This is it – the last film in the Monty Python “Holy Trinity” – and it’s certainly the weirdest.
Its “prologue” is the worst part, and it is very clearly directed by Terry Gilliam. I have mixed feelings about Gilliam, and I think this short is a good example of what bugs me about his work. Somewhere between the films of Terry Gilliam and the books of Roald Dahl is the land of “Semi-Horrific, Mildly Comedic, Awkward Whimsy,” or “SHMCAW” for short. Shmcaw is my least favorite thing in cinema, or at least it’s up there. This is that nauseating feeling I have when a film presents uncomfortable dehumanizing in a whimsical way, causing my face to scrunch up. It happens in Prisoner of Azkaban when Harry’s aunt inflates, and all throughout The Witches, and it happens in The Crimson Permanent Assurance when we’re supposed to laugh at random businessmen being forced to jump out of a building to their deaths by delighted elderly folks. The whole thing just feels wrong, but I will not detract any points from my rating, because this is the short feature that plays before the main feature, and Wikipedia gives it a separate article as its own short film, but I felt the need to mention it because it is (in some respects) inseparable from the film.
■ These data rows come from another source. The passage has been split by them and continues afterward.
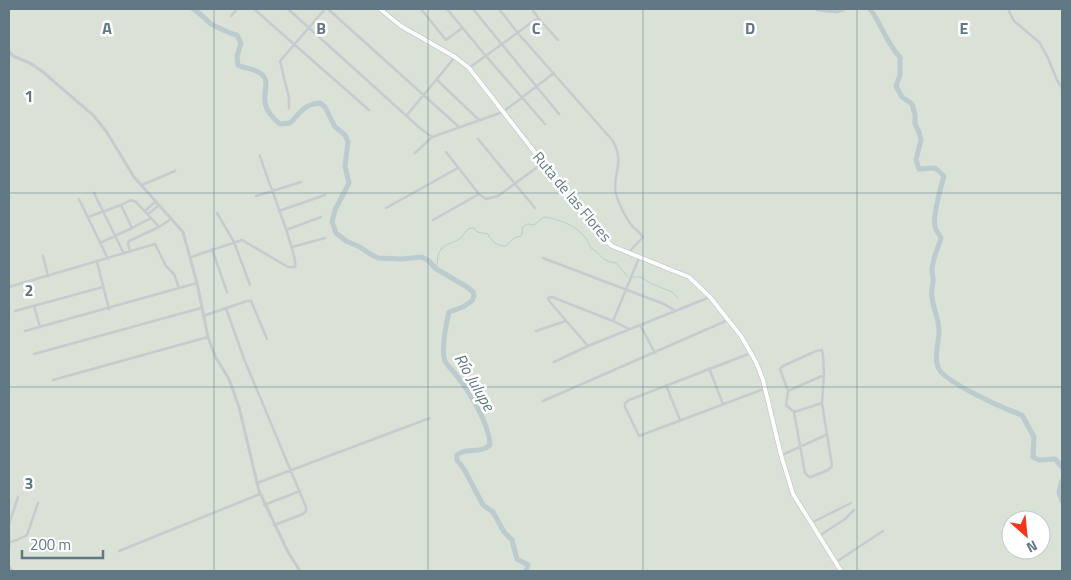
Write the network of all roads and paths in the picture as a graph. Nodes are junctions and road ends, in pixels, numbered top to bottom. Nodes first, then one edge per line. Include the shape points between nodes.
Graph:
1 (238, 9) edge
2 (254, 9) edge
3 (288, 9) edge
4 (326, 9) edge
5 (380, 9) edge
6 (421, 9) edge
7 (447, 9) edge
8 (473, 9) edge
9 (499, 9) edge
10 (532, 9) edge
11 (1008, 9) edge
12 (231, 16) dead end
13 (539, 19) junction
14 (308, 27) junction
15 (462, 28) junction
16 (517, 32) junction
17 (558, 40) dead end
18 (293, 44) junction
19 (500, 44) junction
20 (9, 51) edge
21 (485, 56) junction
22 (455, 57) junction
23 (469, 68) junction
24 (554, 73) junction
25 (436, 79) junction
26 (535, 86) junction
27 (1062, 88) edge
28 (423, 95) junction
29 (522, 97) junction
30 (289, 108) dead end
31 (368, 110) dead end
32 (503, 112) junction
33 (558, 114) dead end
34 (407, 115) junction
35 (479, 120) junction
36 (545, 124) dead end
37 (460, 127) junction
38 (432, 137) junction
39 (478, 139) dead end
40 (446, 152) dead end
41 (415, 153) dead end
42 (260, 156) dead end
43 (543, 163) junction
44 (458, 168) junction
45 (175, 170) dead end
46 (301, 182) dead end
47 (514, 184) junction
48 (140, 186) junction
49 (271, 191) junction
50 (94, 193) dead end
51 (479, 194) junction
52 (325, 195) dead end
53 (256, 196) dead end
54 (79, 199) dead end
55 (155, 202) junction
56 (120, 205) junction
57 (158, 206) junction
58 (386, 208) dead end
59 (535, 208) dead end
60 (145, 211) junction
61 (279, 211) junction
62 (102, 212) junction
63 (217, 213) dead end
64 (148, 214) junction
65 (88, 217) junction
66 (321, 217) dead end
67 (151, 218) junction
68 (171, 219) junction
69 (433, 220) dead end
70 (159, 227) junction
71 (132, 228) junction
72 (286, 230) junction
73 (114, 236) junction
74 (325, 238) dead end
75 (234, 242) junction
76 (100, 243) junction
77 (292, 247) junction
78 (212, 249) junction
79 (130, 252) junction
80 (629, 252) junction
81 (124, 254) junction
82 (43, 256) dead end
83 (640, 256) junction
84 (191, 257) junction
85 (543, 258) dead end
86 (108, 259) junction
87 (97, 262) junction
88 (48, 277) junction
89 (197, 283) junction
90 (250, 285) dead end
91 (9, 287) edge
92 (103, 288) junction
93 (179, 288) junction
94 (625, 290) junction
95 (227, 292) dead end
96 (710, 297) junction
97 (34, 306) junction
98 (202, 308) junction
99 (226, 308) junction
100 (109, 309) junction
101 (674, 310) junction
102 (15, 311) dead end
103 (203, 316) junction
104 (566, 320) junction
105 (728, 320) junction
106 (613, 321) junction
107 (640, 324) junction
108 (40, 327) junction
109 (629, 329) junction
110 (25, 331) dead end
111 (536, 331) dead end
112 (208, 336) junction
113 (267, 339) dead end
114 (588, 346) junction
115 (655, 353) junction
116 (751, 353) junction
117 (34, 354) dead end
118 (554, 362) dead end
119 (709, 368) junction
120 (824, 375) junction
121 (53, 380) dead end
122 (666, 385) junction
123 (765, 388) junction
124 (788, 391) junction
125 (543, 401) dead end
126 (822, 403) junction
127 (723, 404) junction
128 (794, 412) junction
129 (430, 418) dead end
130 (680, 420) junction
131 (826, 435) junction
132 (801, 447) junction
133 (781, 456) junction
134 (291, 470) junction
135 (256, 482) junction
136 (300, 491) junction
137 (260, 494) junction
138 (18, 497) dead end
139 (38, 503) dead end
140 (851, 503) dead end
141 (264, 505) junction
142 (854, 510) dead end
143 (810, 523) junction
144 (9, 524) edge
145 (274, 526) junction
146 (9, 530) edge
147 (883, 531) dead end
148 (819, 536) junction
149 (10, 542) edge
150 (9, 547) edge
151 (119, 551) dead end
152 (836, 562) junction
153 (9, 566) edge
154 (12, 571) edge
155 (300, 571) edge
156 (841, 571) edge

1 - 12 street
2 - 18 street
3 - 14 street
4 - 14 street
4 - 28 street
5 - 22 main road, Ruta de las Flores
6 - 15 street via 446,40
7 - 15 street
8 - 19 street
9 - 16 street
10 - 13 street
11 - 27 street via 1014,21 1038,42
13 - 16 street
13 - 17 street
14 - 18 street
14 - 34 street
15 - 21 street
16 - 19 street
16 - 24 street
18 - 30 street via 280,61
18 - 31 street
19 - 21 street
19 - 26 street
20 - 48 street via 44,72 94,116
21 - 23 street
21 - 29 street
22 - 23 main road, Ruta de las Flores
22 - 25 street
23 - 32 main road, Ruta de las Flores
24 - 26 street
24 - 80 street via 608,133 618,150 616,193 629,221 643,237
25 - 28 street
25 - 35 street
26 - 29 street
26 - 33 street
28 - 34 street
28 - 37 street
29 - 32 street
29 - 36 street
32 - 35 street
32 - 43 main road, Ruta de las Flores
34 - 38 street
35 - 37 street
37 - 38 street
38 - 41 street
39 - 47 street
40 - 44 street
42 - 49 street
43 - 47 street
43 - 80 main road, Ruta de las Flores via 606,241
44 - 51 street
44 - 58 street
45 - 48 street
46 - 49 street
47 - 51 street via 490,199
47 - 59 street
48 - 55 street
49 - 53 street
49 - 61 street
50 - 62 street
51 - 69 street
52 - 61 street
54 - 65 street
55 - 57 street
55 - 60 street
56 - 60 street via 134,200
56 - 62 street
56 - 71 street
57 - 64 street
57 - 68 street
60 - 64 street
61 - 72 street
62 - 65 street
62 - 73 street
63 - 75 street
64 - 67 street
65 - 76 street
66 - 72 street
67 - 70 street
67 - 71 street
68 - 70 street
68 - 84 street via 183,232
70 - 79 street via 130,241
71 - 73 street
72 - 77 street
73 - 76 street
73 - 81 street
74 - 77 street
75 - 77 street via 242,240 292,268 296,264
75 - 78 street
75 - 90 street
76 - 86 street
78 - 84 street
78 - 95 street
79 - 81 street
79 - 93 street via 155,244
80 - 83 main road, Ruta de las Flores
81 - 86 street
82 - 88 street
83 - 94 street
83 - 96 main road, Ruta de las Flores via 689,277
84 - 89 street
85 - 94 street
86 - 87 street
87 - 88 street
87 - 92 street
88 - 91 street
89 - 93 street
89 - 98 street
92 - 97 street
92 - 100 street
93 - 100 street
94 - 101 street
94 - 106 street
96 - 101 street
96 - 105 main road, Ruta de las Flores
97 - 102 street
97 - 108 street
98 - 103 street
98 - 117 street
99 - 103 street
99 - 113 street via 251,301
99 - 134 street
100 - 108 street
101 - 107 street
103 - 112 street
104 - 106 street via 548,298
104 - 111 street
104 - 114 street
105 - 115 street
105 - 116 main road, Ruta de las Flores
106 - 109 street
107 - 109 street
107 - 115 street
108 - 110 street
109 - 114 street
112 - 121 street
112 - 135 street via 239,407
114 - 118 street
115 - 125 street
116 - 119 street
116 - 123 main road, Ruta de las Flores
119 - 122 street
119 - 127 street
120 - 124 street
120 - 124 street via 824,355 819,350 781,367
120 - 126 street
122 - 130 street
122 - 130 street via 629,400 625,407 639,436
123 - 127 street
123 - 133 main road, Ruta de las Flores
124 - 128 street via 786,405
126 - 128 street
126 - 131 street
127 - 130 street
128 - 132 street
129 - 134 street
131 - 132 street
131 - 132 street via 832,463 828,470 808,477
132 - 133 street
133 - 143 main road, Ruta de las Flores via 793,494
134 - 135 street
134 - 136 street
135 - 137 street
136 - 141 street
136 - 145 street via 306,511
137 - 141 street
137 - 151 street
138 - 144 street
139 - 149 street via 27,535
140 - 143 street
141 - 145 street
142 - 148 street
143 - 148 main road, Ruta de las Flores
145 - 155 street
146 - 149 street
147 - 152 street
148 - 152 main road, Ruta de las Flores
149 - 150 street
152 - 156 main road, Ruta de las Flores
153 - 154 street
There is very little for me to say for the film itself. I think that it offers much of the kind of comedy I expected, but its main focus seems to be doing whatever any other directing, production company, writers, or group of performers would never, ever, ever be allowed to do in a film distributed by Hollywood. It breaks rules of cinema that no one ever invented – there was no concept of a rule against showing a man in an elephant suit for no reason, or devoting half the movie to unimportant fish for no reason, or giving an impossibly fat man who vomits profusely and eats until he explodes his own scene for no reason. Monty Python made up rules to break, all in the spirit of giddy, childlike (or perhaps childish) fun. There is, however, the question of purpose – Life of Brian has good reasoning behind its scenes, with an important message, but why does this film need to exist? Is it merely here to weird out the audience as much as possible?
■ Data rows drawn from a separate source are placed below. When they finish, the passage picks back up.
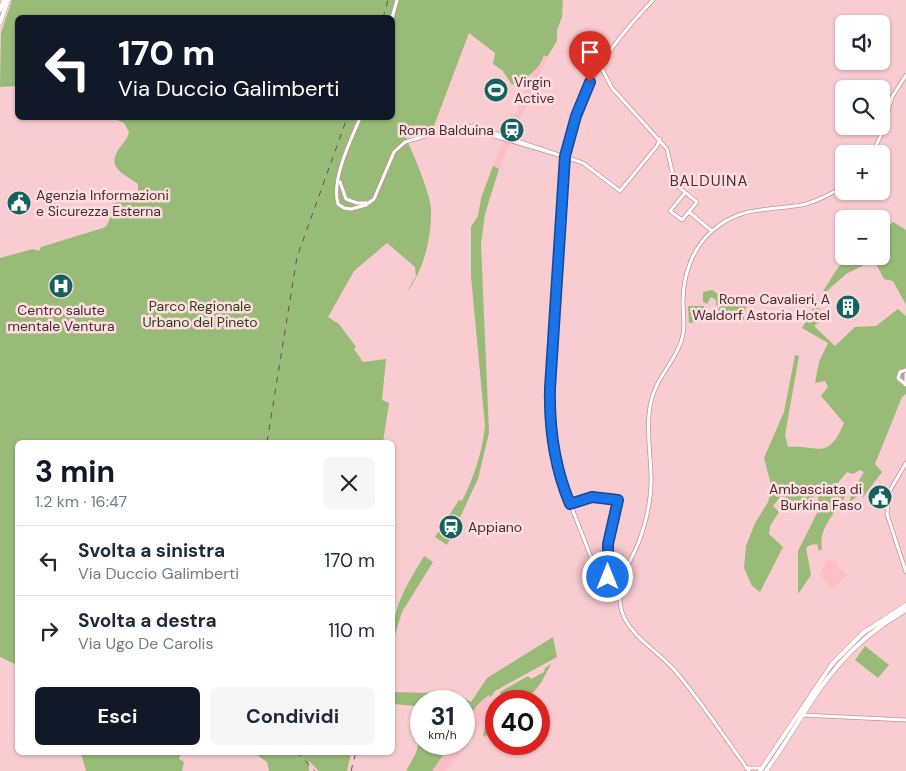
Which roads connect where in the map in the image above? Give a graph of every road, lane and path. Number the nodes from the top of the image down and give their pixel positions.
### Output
1 (4, 0) edge
2 (8, 0) edge
3 (397, 0) edge
4 (654, 0) edge
5 (0, 10) edge
6 (393, 15) edge
7 (0, 24) edge
8 (600, 64) junction
9 (906, 75) edge
10 (359, 120) edge
11 (660, 139) junction
12 (876, 145) edge
13 (565, 156) junction
14 (340, 176) junction
15 (835, 190) edge
16 (685, 193) junction
17 (370, 201) junction
18 (689, 212) junction
19 (712, 231) junction
20 (906, 370) edge
21 (906, 374) edge
22 (906, 383) edge
23 (906, 463) edge
24 (570, 504) junction
25 (906, 572) edge
26 (608, 584) junction
27 (619, 590) junction
28 (906, 605) edge
29 (906, 610) edge
30 (801, 715) junction
31 (906, 720) edge
32 (747, 770) edge
33 (763, 770) edge

1 - 5 main road
2 - 7 main road
3 - 6 street
4 - 8 street
8 - 11 street
8 - 13 street
9 - 12 street
10 - 14 street
11 - 13 street
11 - 16 street
13 - 17 street
13 - 24 street
14 - 17 street
14 - 17 street
15 - 19 street
16 - 18 street
16 - 18 street
18 - 19 street
19 - 27 street
20 - 22 street
21 - 22 street
23 - 25 street
24 - 26 street
24 - 26 street
26 - 27 street
27 - 32 street
28 - 33 main road
29 - 30 main road
30 - 31 street
30 - 33 main road
32 - 33 street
Personally, I’d prefer to see more sense to the senselessness, more logic to the lunacy, and more method to the madness, but that is not what the film is for. Many have said before that it is essentially an extended episode of Flying Circus, and that’s what it feels like to me. It is not their best film, but it is pretty good, with several, several moments that continue to pop up in my head many weeks every watching the film, and they continue to give me a chuckle. The music is some of Python’s best, making for a very enjoyable soundtrack. This movie offers a fair mix of some of the best and the worst that Python has to offer, but by the 1980s, the Pythoners had learned how to ensure that their worst was still rather fun.